It has now been a full week, and we have done nothing to slow the advance of the mouse army. We have discovered signs of the invaders in every room except the living room, where we now spend our nights, door barricaded shut, lying amid piles of clothes and food grabbed haphazardly in our retreat.
We are not sleeping – Amynah is prone to waking suddenly, shrieking, convinced that the mice are stealing her chocolate, or planning to leap onto her slumbering face. I spent the whole of last night, staring at the ceiling, listening to the scurrying… my God, the terrible scurrying…. behind our walls. This would stop only for a few minutes at a time, changing occasionally to the demonic scraping of tiny claws trying to force their way through our plasterwork.
At around four AM, the sleepnessness and terror* combined to form inspiration. A vision, straight from the heavens. And lo, this morning, I did make my vision a reality, using, as all great inventors do, a condiments jar, orange juice bottle, granola box retrieved from the recycling bag, scotch tape and tin foil.
This hole in the wall (normally behind the radiator) is where, we believe, the main point of ingress for our rodent tormentors. This apparatus is designed to attract our intramural guests to their doom** with the scent of North American peanut butter. I feel a sense of triumph not unlike what I imagine Howard Hughes experienced when he designed the Spruce Goose.
* I have good reason to fear the rodents here. I still blame those water rats for my broken arm in 2006.
** Actually, I'm planning to release it near the river if this works.
5 comments:
That's quite a cockamamie scheme you've got going there. Did you actually catch the mouse?
So supposing some wayward mouse does make his way in to your trap.. he is dispatched how exactly - death by peanut butter?
Love it. Hope this works.
As someone who has woken up to tiny, cold mouse feet crawling up my leg (still makes me shiver) I feel your pain.
Ingenious.

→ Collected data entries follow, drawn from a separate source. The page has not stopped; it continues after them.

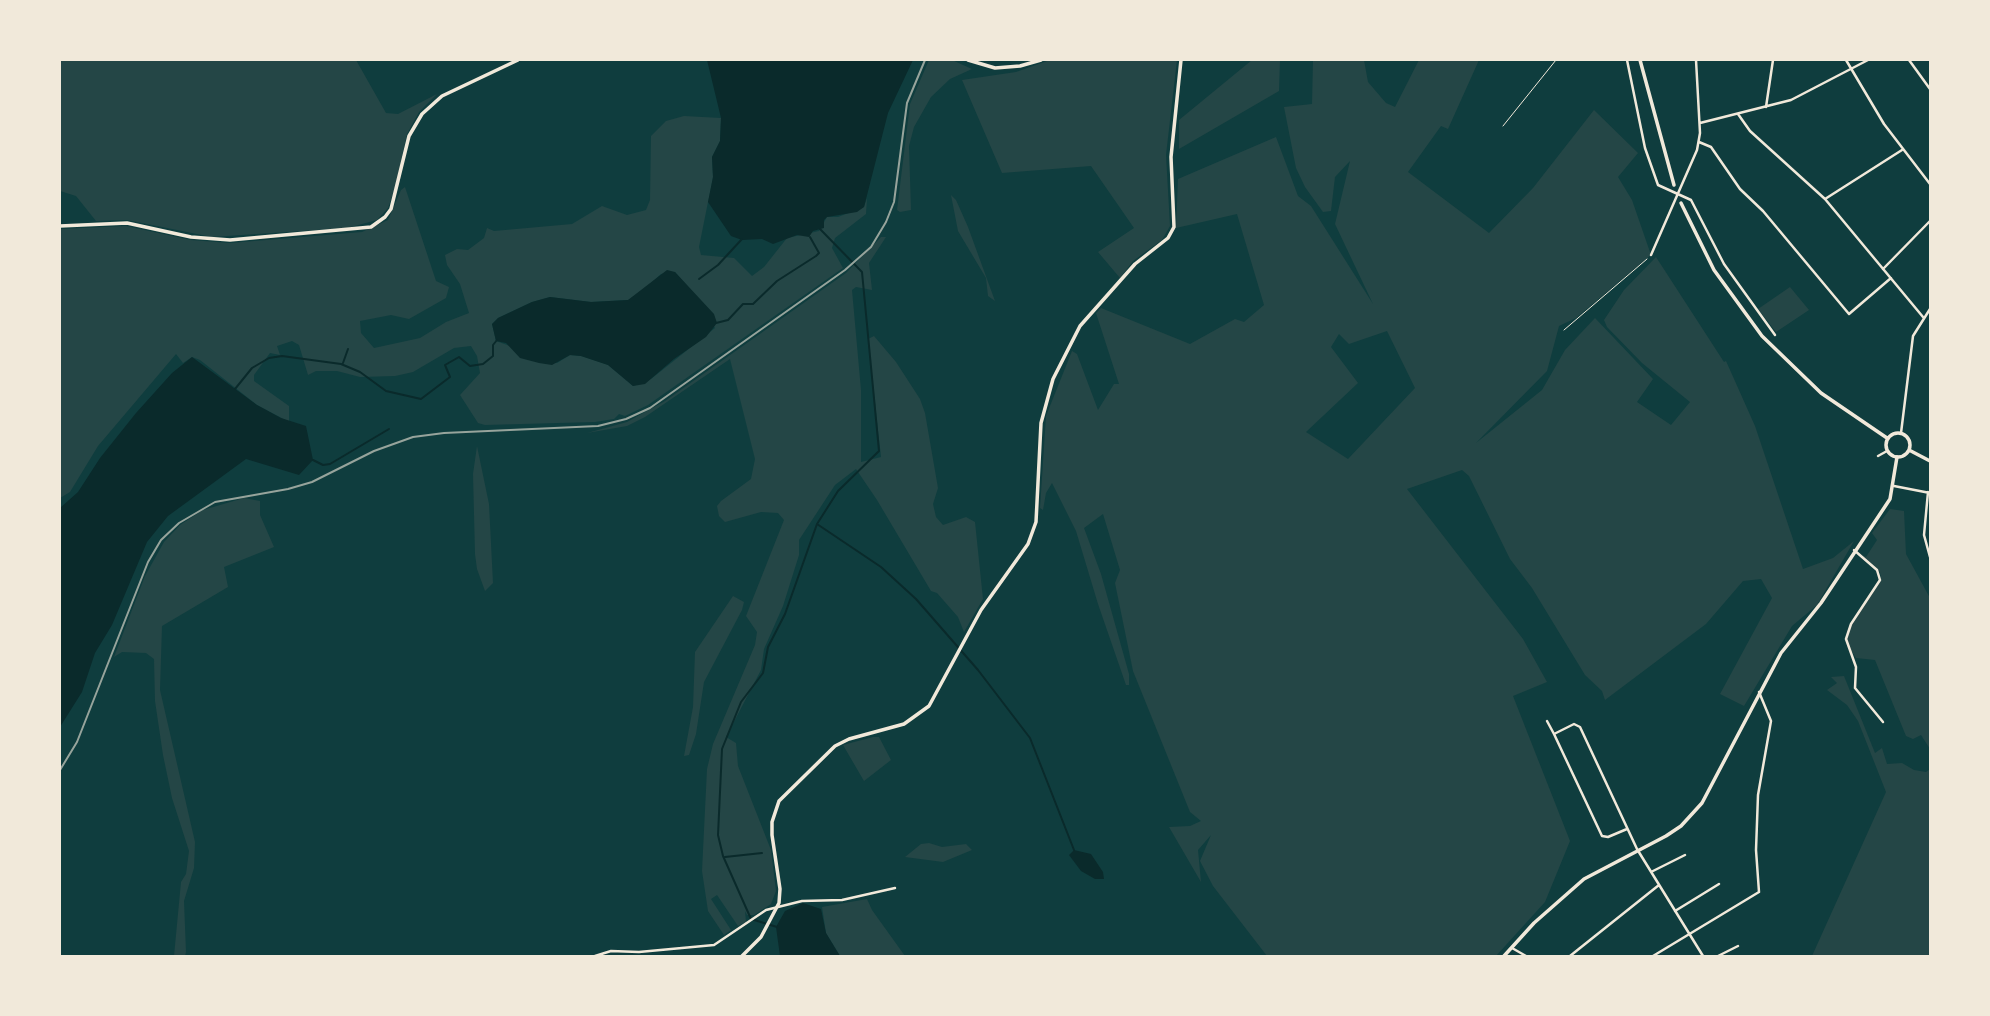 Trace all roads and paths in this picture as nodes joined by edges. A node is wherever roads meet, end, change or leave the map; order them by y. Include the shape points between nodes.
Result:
1 (518, 60) edge
2 (968, 60) edge
3 (1041, 60) edge
4 (1181, 60) edge
5 (1556, 60) edge
6 (1627, 60) edge
7 (1640, 60) edge
8 (1696, 60) edge
9 (1773, 60) edge
10 (1846, 60) edge
11 (1868, 60) edge
12 (1909, 60) edge
13 (1850, 68) junction
14 (1930, 89) edge
15 (1766, 107) junction
16 (1738, 114) junction
17 (1700, 123) junction
18 (1503, 126) dead end
19 (1699, 142) junction
20 (1902, 150) junction
21 (1930, 184) edge
22 (1674, 185) dead end
23 (1677, 194) junction
24 (1825, 199) junction
25 (1681, 203) dead end
26 (1930, 221) edge
27 (60, 226) edge
28 (1651, 255) joint
29 (1883, 269) junction
30 (1891, 278) junction
31 (1930, 309) edge
32 (1923, 317) junction
33 (1564, 330) dead end
34 (1775, 335) dead end
35 (1901, 433) junction
36 (1887, 438) junction
37 (1909, 450) junction
38 (1887, 451) junction
39 (1878, 456) dead end
40 (1898, 457) junction
41 (1930, 461) edge
42 (1894, 486) junction
43 (1929, 492) edge
44 (1854, 550) junction
45 (1930, 557) edge
46 (1759, 692) junction
47 (1547, 721) dead end
48 (1883, 722) dead end
49 (1554, 734) junction
50 (1627, 829) junction
51 (1637, 849) junction
52 (1685, 855) dead end
53 (1651, 872) junction
54 (1719, 884) dead end
55 (1659, 885) junction
56 (895, 888) dead end
57 (778, 907) junction
58 (1675, 911) junction
59 (1690, 934) junction
60 (1738, 946) dead end
61 (1512, 948) junction
62 (1719, 956) edge
63 (595, 957) edge
64 (742, 957) edge
65 (1504, 957) edge
66 (1526, 957) edge
67 (1570, 957) edge
68 (1653, 957) edge
69 (1703, 957) edge

1 - 27 street via 442,96 422,114 409,136 391,209 371,227 230,240 127,223
2 - 3 street via 995,68
4 - 57 street via 1171,157 1174,227 1168,239 1135,264 1080,326 1053,379 1041,424 1036,522 1028,544 981,610 929,706 904,724 835,746 779,801 772,822
5 - 18 path
6 - 23 street via 1654,177 1660,188
7 - 22 street
8 - 17 street
9 - 15 street
10 - 13 street
11 - 13 street
12 - 14 street
13 - 15 street via 1795,98
13 - 20 street
15 - 16 street
16 - 17 street
16 - 24 street via 1750,131
17 - 19 street
19 - 23 street
19 - 30 street via 1711,147 1740,189 1849,313
20 - 21 street
20 - 24 street
23 - 28 street
23 - 34 street via 1691,200 1724,264
24 - 29 street
25 - 36 street via 1714,270 1762,335 1821,393
26 - 29 street
28 - 33 path
29 - 30 street
30 - 32 street
31 - 32 street
32 - 35 street via 1910,351
35 - 36 street
35 - 37 street via 1909,440
36 - 38 street
37 - 40 street
37 - 41 street
38 - 39 street
38 - 40 street
40 - 42 street
42 - 43 street
42 - 44 street via 1887,504
43 - 45 street via 1924,535
44 - 46 street
44 - 48 street via 1877,570 1880,580 1846,639 1856,667 1855,688
46 - 51 street via 1712,788 1666,836
46 - 59 street via 1771,721 1758,795 1759,892
47 - 49 street
49 - 50 street via 1602,836
49 - 50 street via 1574,724 1580,727
50 - 51 street
51 - 53 street
51 - 61 street via 1567,891
52 - 53 street
53 - 55 street
54 - 58 street
55 - 58 street
55 - 67 street
56 - 57 street
57 - 63 street via 766,910 714,945 611,951
57 - 64 street via 761,937
58 - 59 street
59 - 68 street
59 - 69 street
60 - 62 street
61 - 65 street
61 - 66 street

Love the contraption and I hope it works.
We had a mouse problem in our old apartment in Ottawa, as we realized in our last few weeks in the place; however, it was kept largely at bay by the best defence of all (short of, perhaps - gasp! - a cat) : our dog. (We also thought he was developing doggy dementia for a week or two before we started to suspect mice; he could hear them, and would sit still, staring into space (so we thought) for hours, tracking their movements in the walls and in the attic. Ugh.
The house mouse, Mus domesticus, has hitched its evolutionary fortunes to ours: it is the only other mammal found on all seven continents, and has reached this peak by living off our societies. Nonetheless it still follows the ancient strategy of many small animals: breed quickly and prodigously.
So, what I'm saying it that catch-and-release is for pussies. Just kill the stupid things, should any consent to leap into your trap. I believe both of us have mentioned frying pans.